Semaforo rosso allo «Zaccheria» per il cronista, ma a chi giova?

Un tempo si diceva: «Sbatti il mostro in prima pagina». Adesso (ma non da ora) è il giornalista che rischia seriamente di essere sbattuto fuori. E’ accaduto un paio di settimane fa a Pino Autunno, giornalista de “l’Attacco” e personaggio tra i più noti del panorama calcistico locale. La sua colpa? Aver posto una domanda al presidente del Foggia, Nicola Canonico, che dopo averla ascoltata ha preso cappello e se n’è andato, giustificando il suo gesto con la necessità impellente di «dover parlare alla squadra». Giusto per inciso ricordiamo che Autunno voleva conoscere i motivi per i quali in città, del clamoroso deferimento del Foggia (-4 punti), se ne fosse saputo solo il giorno stesso dell’arrivo della sanzione e se la società non ne fosse già a conoscenza prima. Canonico avrebbe potuto rispondere in molti modi: riteniamo che il presidente del Foggia lo abbia fatto innanzitutto per non turbare lo spogliatoio e l’ambiente con la notizia dell’imminente tegola in arrivo, peraltro su una squadra in fase di costruzione tecnico-tattica. Ma la storia non è finita qui: qualche giorno dopo il presidente del Foggia ha rincarato la dose scrivendo al direttore dell’Attacco, Piero Paciello, una mail perentoria: Autunno allo stadio non è più «gradito», mandi un altro cronista a seguire gli eventi calcistici. Ora l’intervento dell’Ordine dei giornalisti che scrive alla Lega pro invitandola a ripristinare «corrette relazioni» tra società e giornalisti. Ma il semaforo rosso – a meno di ravvedimenti dell’ultimora – resta acceso davanti alla sala conferenze intitolata ad Antonio Fesce e in tribuna stampa: per Autunno e – riteniamo – per tutti gli altri cronisti che osassero comportarsi in modo poco consono ai “desiderata” del presidente.
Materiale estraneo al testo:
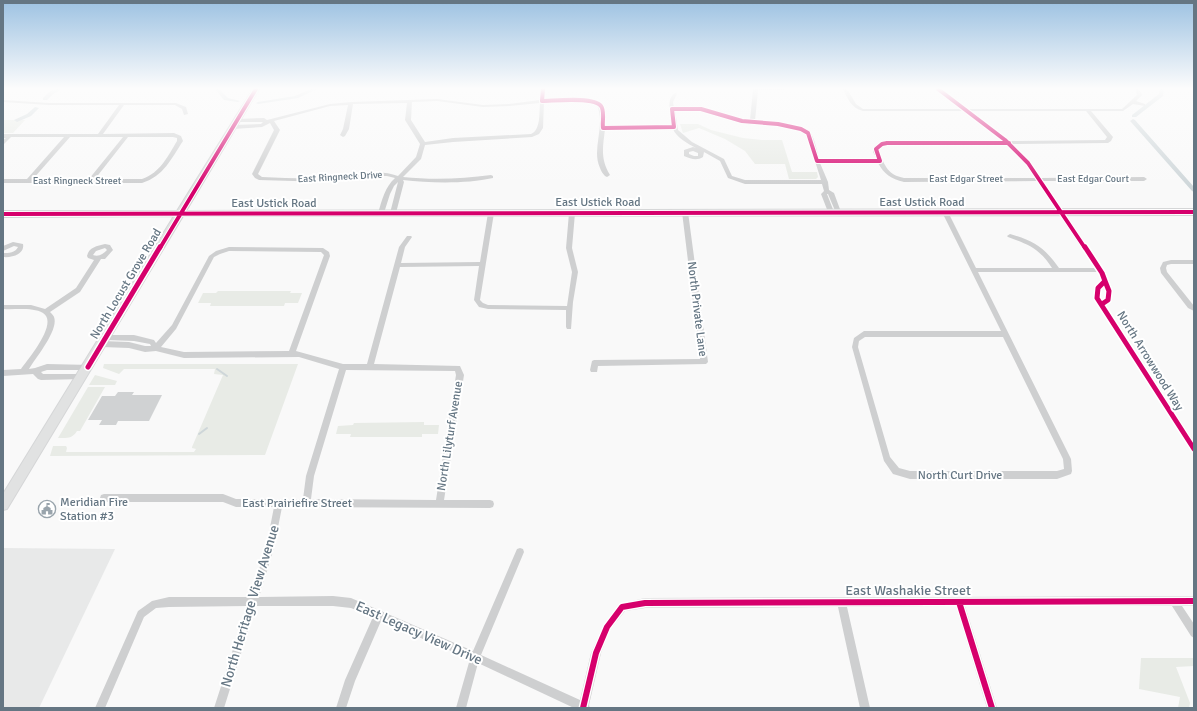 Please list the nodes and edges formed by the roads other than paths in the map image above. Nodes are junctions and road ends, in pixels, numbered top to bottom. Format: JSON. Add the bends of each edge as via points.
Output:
{"nodes":[{"id":1,"x":109,"y":122,"type":"edge"},
{"id":2,"x":267,"y":122,"type":"edge"},
{"id":3,"x":270,"y":122,"type":"edge"},
{"id":4,"x":347,"y":122,"type":"edge"},
{"id":5,"x":409,"y":122,"type":"edge"},
{"id":6,"x":540,"y":122,"type":"edge"},
{"id":7,"x":603,"y":122,"type":"edge"},
{"id":8,"x":673,"y":122,"type":"edge"},
{"id":9,"x":748,"y":122,"type":"edge"},
{"id":10,"x":982,"y":122,"type":"edge"},
{"id":11,"x":1097,"y":122,"type":"edge"},
{"id":12,"x":752,"y":123,"type":"joint"},
{"id":13,"x":234,"y":124,"type":"joint"},
{"id":14,"x":674,"y":127,"type":"junction"},
{"id":15,"x":603,"y":128,"type":"junction"},
{"id":16,"x":343,"y":135,"type":"dead end"},
{"id":17,"x":3,"y":136,"type":"edge"},
{"id":18,"x":10,"y":136,"type":"junction"},
{"id":19,"x":68,"y":136,"type":"junction"},
{"id":20,"x":99,"y":136,"type":"junction"},
{"id":21,"x":126,"y":136,"type":"junction"},
{"id":22,"x":3,"y":143,"type":"edge"},
{"id":23,"x":1009,"y":143,"type":"junction"},
{"id":24,"x":423,"y":144,"type":"junction"},
{"id":25,"x":880,"y":160,"type":"junction"},
{"id":26,"x":818,"y":161,"type":"junction"},
{"id":27,"x":607,"y":175,"type":"dead end"},
{"id":28,"x":490,"y":177,"type":"dead end"},
{"id":29,"x":399,"y":178,"type":"junction"},
{"id":30,"x":1041,"y":179,"type":"junction"},
{"id":31,"x":1144,"y":179,"type":"dead end"},
{"id":32,"x":3,"y":181,"type":"edge"},
{"id":33,"x":29,"y":181,"type":"junction"},
{"id":34,"x":91,"y":181,"type":"junction"},
{"id":35,"x":825,"y":182,"type":"junction"},
{"id":36,"x":685,"y":212,"type":"junction"},
{"id":37,"x":834,"y":212,"type":"junction"},
{"id":38,"x":944,"y":212,"type":"junction"},
{"id":39,"x":1062,"y":212,"type":"junction"},
{"id":40,"x":1194,"y":212,"type":"edge"},
{"id":41,"x":381,"y":213,"type":"junction"},
{"id":42,"x":393,"y":213,"type":"junction"},
{"id":43,"x":491,"y":213,"type":"junction"},
{"id":44,"x":572,"y":213,"type":"junction"},
{"id":45,"x":3,"y":214,"type":"edge"},
{"id":46,"x":180,"y":214,"type":"junction"},
{"id":47,"x":1010,"y":236,"type":"dead end"},
{"id":48,"x":409,"y":237,"type":"dead end"},
{"id":49,"x":3,"y":248,"type":"edge"},
{"id":50,"x":3,"y":255,"type":"edge"},
{"id":51,"x":99,"y":258,"type":"dead end"},
{"id":52,"x":1194,"y":262,"type":"edge"},
{"id":53,"x":483,"y":264,"type":"junction"},
{"id":54,"x":398,"y":265,"type":"junction"},
{"id":55,"x":974,"y":270,"type":"junction"},
{"id":56,"x":1057,"y":270,"type":"junction"},
{"id":57,"x":1100,"y":270,"type":"junction"},
{"id":58,"x":1105,"y":280,"type":"junction"},
{"id":59,"x":1102,"y":304,"type":"junction"},
{"id":60,"x":3,"y":307,"type":"edge"},
{"id":61,"x":569,"y":308,"type":"junction"},
{"id":62,"x":1194,"y":309,"type":"edge"},
{"id":63,"x":46,"y":311,"type":"junction"},
{"id":64,"x":569,"y":327,"type":"dead end"},
{"id":65,"x":1005,"y":334,"type":"junction"},
{"id":66,"x":104,"y":341,"type":"junction"},
{"id":67,"x":156,"y":348,"type":"junction"},
{"id":68,"x":292,"y":354,"type":"junction"},
{"id":69,"x":88,"y":367,"type":"junction"},
{"id":70,"x":342,"y":367,"type":"junction"},
{"id":71,"x":370,"y":367,"type":"junction"},
{"id":72,"x":594,"y":370,"type":"dead end"},
{"id":73,"x":35,"y":371,"type":"junction"},
{"id":74,"x":23,"y":372,"type":"junction"},
{"id":75,"x":3,"y":373,"type":"edge"},
{"id":76,"x":81,"y":377,"type":"junction"},
{"id":77,"x":1194,"y":449,"type":"edge"},
{"id":78,"x":104,"y":498,"type":"dead end"},
{"id":79,"x":279,"y":503,"type":"junction"},
{"id":80,"x":307,"y":503,"type":"junction"},
{"id":81,"x":439,"y":504,"type":"junction"},
{"id":82,"x":490,"y":504,"type":"dead end"},
{"id":83,"x":3,"y":505,"type":"edge"},
{"id":84,"x":520,"y":552,"type":"dead end"},
{"id":85,"x":1194,"y":601,"type":"edge"},
{"id":86,"x":253,"y":602,"type":"junction"},
{"id":87,"x":959,"y":602,"type":"junction"},
{"id":88,"x":1175,"y":602,"type":"junction"},
{"id":89,"x":842,"y":603,"type":"junction"},
{"id":90,"x":378,"y":615,"type":"junction"},
{"id":91,"x":1194,"y":633,"type":"edge"},
{"id":92,"x":475,"y":657,"type":"junction"},
{"id":93,"x":100,"y":708,"type":"edge"},
{"id":94,"x":219,"y":708,"type":"edge"},
{"id":95,"x":340,"y":708,"type":"edge"},
{"id":96,"x":461,"y":708,"type":"edge"},
{"id":97,"x":583,"y":708,"type":"edge"},
{"id":98,"x":865,"y":708,"type":"edge"},
{"id":99,"x":992,"y":708,"type":"edge"}],
"edges":[{"from":1,"to":20,"type":"street"},
{"from":2,"to":13,"type":"street","via":[[262,125]]},
{"from":3,"to":29,"type":"street","name":"East Ringneck Drive","via":[[276,130],[256,170],[257,177],[267,180],[329,180],[388,174]]},
{"from":4,"to":16,"type":"street"},
{"from":5,"to":24,"type":"street"},
{"from":6,"to":24,"type":"street","via":[[538,133],[532,135]]},
{"from":7,"to":15,"type":"street"},
{"from":8,"to":14,"type":"street"},
{"from":9,"to":12,"type":"street"},
{"from":10,"to":23,"type":"street","name":"North Arrowwood Way"},
{"from":11,"to":23,"type":"street","via":[[1110,137],[1109,140],[1100,143]]},
{"from":12,"to":26,"type":"street","via":[[785,125],[805,130]]},
{"from":13,"to":46,"type":"main road","name":"North Locust Grove Road"},
{"from":14,"to":15,"type":"street"},
{"from":14,"to":35,"type":"street","via":[[679,135],[690,143],[722,160],[730,177],[736,180]]},
{"from":15,"to":27,"type":"street","via":[[600,144],[601,166]]},
{"from":17,"to":18,"type":"street"},
{"from":18,"to":19,"type":"street"},
{"from":18,"to":22,"type":"street"},
{"from":19,"to":20,"type":"street"},
{"from":19,"to":33,"type":"street"},
{"from":20,"to":21,"type":"street"},
{"from":21,"to":34,"type":"street"},
{"from":21,"to":34,"type":"street","name":"East Ringneck Street","via":[[174,135],[179,137],[180,141],[158,175],[151,180]]},
{"from":23,"to":25,"type":"street","via":[[887,143],[878,146],[876,152]]},
{"from":23,"to":30,"type":"street","name":"North Arrowwood Way"},
{"from":24,"to":29,"type":"street","via":[[419,158]]},
{"from":25,"to":26,"type":"street"},
{"from":25,"to":30,"type":"street","name":"East Edgar Street","via":[[885,171],[904,180]]},
{"from":26,"to":35,"type":"street"},
{"from":28,"to":29,"type":"street","name":"East Ringneck Drive","via":[[424,181]]},
{"from":29,"to":41,"type":"street","via":[[388,190]]},
{"from":29,"to":42,"type":"street","via":[[401,182]]},
{"from":30,"to":31,"type":"street","name":"East Edgar Court"},
{"from":30,"to":39,"type":"street","name":"North Arrowwood Way"},
{"from":32,"to":33,"type":"street","name":"East Ringneck Street"},
{"from":33,"to":34,"type":"street","name":"East Ringneck Street"},
{"from":35,"to":37,"type":"street","via":[[827,191],[831,194]]},
{"from":36,"to":37,"type":"main road","name":"East Ustick Road"},
{"from":36,"to":44,"type":"main road","name":"East Ustick Road"},
{"from":36,"to":72,"type":"street","name":"North Private Lane","via":[[704,362],[594,363]]},
{"from":37,"to":38,"type":"main road","name":"East Ustick Road"},
{"from":38,"to":39,"type":"main road","name":"East Ustick Road"},
{"from":38,"to":55,"type":"street","name":"North Curt Drive"},
{"from":39,"to":40,"type":"main road","name":"East Ustick Road"},
{"from":39,"to":57,"type":"street","name":"North Arrowwood Way"},
{"from":41,"to":42,"type":"main road","name":"East Ustick Road"},
{"from":41,"to":46,"type":"main road","name":"East Ustick Road"},
{"from":42,"to":43,"type":"main road","name":"East Ustick Road"},
{"from":43,"to":44,"type":"main road","name":"East Ustick Road"},
{"from":43,"to":53,"type":"street"},
{"from":44,"to":61,"type":"street","via":[[569,248],[575,272]]},
{"from":45,"to":46,"type":"main road","name":"East Ustick Road"},
{"from":46,"to":66,"type":"main road","name":"North Locust Grove Road"},
{"from":47,"to":56,"type":"street","via":[[1036,245]]},
{"from":48,"to":54,"type":"street","via":[[402,247]]},
{"from":49,"to":50,"type":"street","via":[[16,243],[22,247],[14,254]]},
{"from":51,"to":63,"type":"street","via":[[78,290]]},
{"from":52,"to":62,"type":"street","via":[[1171,262],[1163,268],[1164,273]]},
{"from":53,"to":54,"type":"street"},
{"from":53,"to":61,"type":"street","via":[[478,300],[481,305],[488,308]]},
{"from":54,"to":71,"type":"street"},
{"from":55,"to":56,"type":"street"},
{"from":55,"to":65,"type":"street","name":"North Curt Drive"},
{"from":56,"to":57,"type":"street"},
{"from":57,"to":58,"type":"street","name":"North Arrowwood Way"},
{"from":58,"to":59,"type":"street","name":"North Arrowwood Way","via":[[1109,291],[1108,300]]},
{"from":58,"to":59,"type":"street","name":"North Arrowwood Way","via":[[1098,288],[1097,298]]},
{"from":59,"to":77,"type":"street","name":"North Arrowwood Way"},
{"from":60,"to":63,"type":"street"},
{"from":61,"to":64,"type":"street"},
{"from":63,"to":74,"type":"street","via":[[52,319],[51,330]]},
{"from":65,"to":65,"type":"street","name":"North Curt Drive","via":[[1067,459],[1068,471],[1057,475],[910,475],[896,471],[887,459],[855,347],[856,340],[864,334]]},
{"from":66,"to":67,"type":"street","via":[[146,349]]},
{"from":66,"to":69,"type":"main road","name":"North Locust Grove Road"},
{"from":67,"to":68,"type":"street","via":[[184,355]]},
{"from":67,"to":68,"type":"street","via":[[174,327],[212,256],[218,252],[238,249],[326,251],[327,256]]},
{"from":68,"to":70,"type":"street"},
{"from":69,"to":73,"type":"street","via":[[47,367]]},
{"from":69,"to":76,"type":"main road","name":"North Locust Grove Road"},
{"from":70,"to":71,"type":"street"},
{"from":70,"to":80,"type":"street","via":[[310,476]]},
{"from":71,"to":81,"type":"street","name":"North Lilyturf Avenue","via":[[459,369]]},
{"from":73,"to":74,"type":"street"},
{"from":73,"to":76,"type":"street","via":[[41,377]]},
{"from":74,"to":75,"type":"street"},
{"from":76,"to":83,"type":"main road","name":"North Locust Grove Road"},
{"from":78,"to":79,"type":"street","name":"East Prairiefire Street","via":[[223,498],[236,503]]},
{"from":79,"to":80,"type":"street","name":"East Prairiefire Street"},
{"from":79,"to":86,"type":"street","name":"North Heritage View Avenue","via":[[270,548]]},
{"from":80,"to":81,"type":"street","name":"East Prairiefire Street"},
{"from":81,"to":82,"type":"street","name":"East Prairiefire Street"},
{"from":84,"to":92,"type":"street"},
{"from":85,"to":88,"type":"street","name":"East Washakie Street"},
{"from":86,"to":90,"type":"street","name":"East Legacy View Drive","via":[[333,601],[351,603]]},
{"from":86,"to":93,"type":"street","name":"East Legacy View Drive","via":[[169,602],[148,608],[137,620]]},
{"from":86,"to":94,"type":"street","name":"North Heritage View Avenue"},
{"from":87,"to":88,"type":"street","name":"East Washakie Street"},
{"from":87,"to":89,"type":"street","name":"East Washakie Street"},
{"from":87,"to":99,"type":"street"},
{"from":88,"to":91,"type":"street"},
{"from":89,"to":97,"type":"street","name":"East Washakie Street","via":[[645,603],[622,607],[606,627],[594,659]]},
{"from":89,"to":98,"type":"street"},
{"from":90,"to":92,"type":"street","name":"East Legacy View Drive"},
{"from":90,"to":95,"type":"street"},
{"from":92,"to":96,"type":"street"},
{"from":92,"to":97,"type":"street","name":"East Legacy View Drive"}]}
Non è la prima volta che ciò accade nei rapporti fra media e società sportive e non sarà l’ultima. Ma i margini entro i quali certi rapporti possono essere recuperati in una linea di coerenza e di reciprocità diventano sempre più labili e invisibili. E certo la maggior debolezza oggi degli organi di garanzia e di tutela della professione giornalistica, come Ordine e i sindacati di categoria, non aiuta a ristabilire un quadro di regole. Dopotutto Canonico l’estate scorsa, non appena prese le redini del Foggia, aveva già catechizzato i cronisti intimando loro di non pubblicare notizie di mercato che avrebbero rischiato di far salire i prezzi dei giocatori interessati alla società. Sarebbe come dire a un avvocato di rinunciare alla sua arringa in difesa di qualcuno, al fornaio di non mettere dentro la farina nel suo impasto, a un idraulico di evitare di usare la chiave inglese e così via. Vietare i ferri del mestiere (la notizia per il giornalista) è un’altra versione delle distorsioni in cui sono incappati, ad esempio, anche i cronisti che seguono la Juventus duramente apostrofati da Andrea Agnelli a proposito delle critiche mosse alla Superlega.
Ammonimenti, suggerimenti che si abbattono sulle spalle gracili di una categoria indebolita da quelle stesse norme inapplicate e che penalizzano il lavoro giornalistico: alzino la mano quanti oggi possano esibire un regolare contratto. Ma questo è un tema immenso che meriterebbe ben altro tipo di approfondimento.
Il caso Autunno suggerisce però almeno un paio di osservazioni: 1) il calcio a Foggia è una delle poche realtà che ancora reggono al declino sociale, il prestigio della piazza non si discute anche se pericolosamente in discussione: proprio un paio di settimane fa il direttore sportivo Pavone ammetteva la sua difficoltà l’estate scorsa di fronte al rifiuto di giocatori che al Foggia di Zeman hanno preferito piazze come Potenza, Lecco o Carrarese (con tutto il rispetto). Ma va detto anche che solo a Foggia l’imprenditore Canonico avrebbe potuto ingaggiare un monumento come Zeman e puntare su questo connubio sapendo di poter coltivare sogni di gloria. Dunque per i cronisti che siedono nella sala Fesce diventa cruciale non derogare mai ai principi della professione giornalistica nel rispetto di sé e dei cittadini che leggono e/o ascoltano e vogliono essere informati. E poi, fino a prova contraria, non rispondere alle domande è una mancanza di rispetto nei confronti di tutti; 2) Dovrebbe essere nell’interesse dello stesso presidente del Foggia poter fare affidamento su cronisti autonomi, indipendenti e obiettivi nei loro giudizi perché alla fine una platea obbediente non aiuta a crescere e poi, diciamolo, a lungo andare diventa anche noiosa.